Your goal => How many lines in the records below contain the word "Left"? Answer with the number only.

Data to examine START

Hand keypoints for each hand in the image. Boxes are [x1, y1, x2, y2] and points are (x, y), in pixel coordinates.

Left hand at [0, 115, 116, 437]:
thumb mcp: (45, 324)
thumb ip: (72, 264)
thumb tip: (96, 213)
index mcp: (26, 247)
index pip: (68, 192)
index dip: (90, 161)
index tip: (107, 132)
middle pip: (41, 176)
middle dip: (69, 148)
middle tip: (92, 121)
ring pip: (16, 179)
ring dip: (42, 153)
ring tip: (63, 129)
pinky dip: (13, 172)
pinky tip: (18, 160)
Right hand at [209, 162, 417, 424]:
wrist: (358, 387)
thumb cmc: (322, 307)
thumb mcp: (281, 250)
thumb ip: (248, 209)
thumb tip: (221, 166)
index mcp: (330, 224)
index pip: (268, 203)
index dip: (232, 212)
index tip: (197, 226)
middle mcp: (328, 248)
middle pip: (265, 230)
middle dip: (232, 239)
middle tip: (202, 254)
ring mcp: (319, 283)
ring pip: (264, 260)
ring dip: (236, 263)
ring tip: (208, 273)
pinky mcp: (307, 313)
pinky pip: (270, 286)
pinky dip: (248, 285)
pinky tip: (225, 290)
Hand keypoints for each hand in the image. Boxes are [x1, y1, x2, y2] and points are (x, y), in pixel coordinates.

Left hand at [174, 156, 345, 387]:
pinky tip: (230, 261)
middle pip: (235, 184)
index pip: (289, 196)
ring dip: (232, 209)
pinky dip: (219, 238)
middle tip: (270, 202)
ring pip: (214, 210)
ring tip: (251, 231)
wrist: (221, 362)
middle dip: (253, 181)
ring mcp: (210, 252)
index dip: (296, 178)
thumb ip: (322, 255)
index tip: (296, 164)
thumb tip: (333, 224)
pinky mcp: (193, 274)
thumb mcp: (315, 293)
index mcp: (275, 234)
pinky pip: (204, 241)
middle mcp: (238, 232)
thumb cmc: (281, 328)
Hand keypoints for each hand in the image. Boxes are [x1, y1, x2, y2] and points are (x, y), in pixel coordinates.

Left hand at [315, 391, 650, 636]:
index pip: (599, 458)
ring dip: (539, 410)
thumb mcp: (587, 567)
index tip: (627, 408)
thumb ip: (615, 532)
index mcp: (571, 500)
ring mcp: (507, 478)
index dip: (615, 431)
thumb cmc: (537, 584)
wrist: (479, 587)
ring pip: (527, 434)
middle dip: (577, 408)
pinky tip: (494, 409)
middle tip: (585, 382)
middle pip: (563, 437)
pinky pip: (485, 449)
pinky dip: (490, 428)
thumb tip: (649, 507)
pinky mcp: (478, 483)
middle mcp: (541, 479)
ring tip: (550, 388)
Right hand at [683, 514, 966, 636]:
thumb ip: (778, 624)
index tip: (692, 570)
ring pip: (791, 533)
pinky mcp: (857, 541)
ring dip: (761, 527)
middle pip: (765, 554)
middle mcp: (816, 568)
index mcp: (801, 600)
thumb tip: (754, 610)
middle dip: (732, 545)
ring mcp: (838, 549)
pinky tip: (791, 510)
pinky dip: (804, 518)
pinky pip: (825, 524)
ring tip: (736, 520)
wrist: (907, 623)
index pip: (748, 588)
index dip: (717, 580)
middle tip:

Data to examine END

Response for this exercise => 3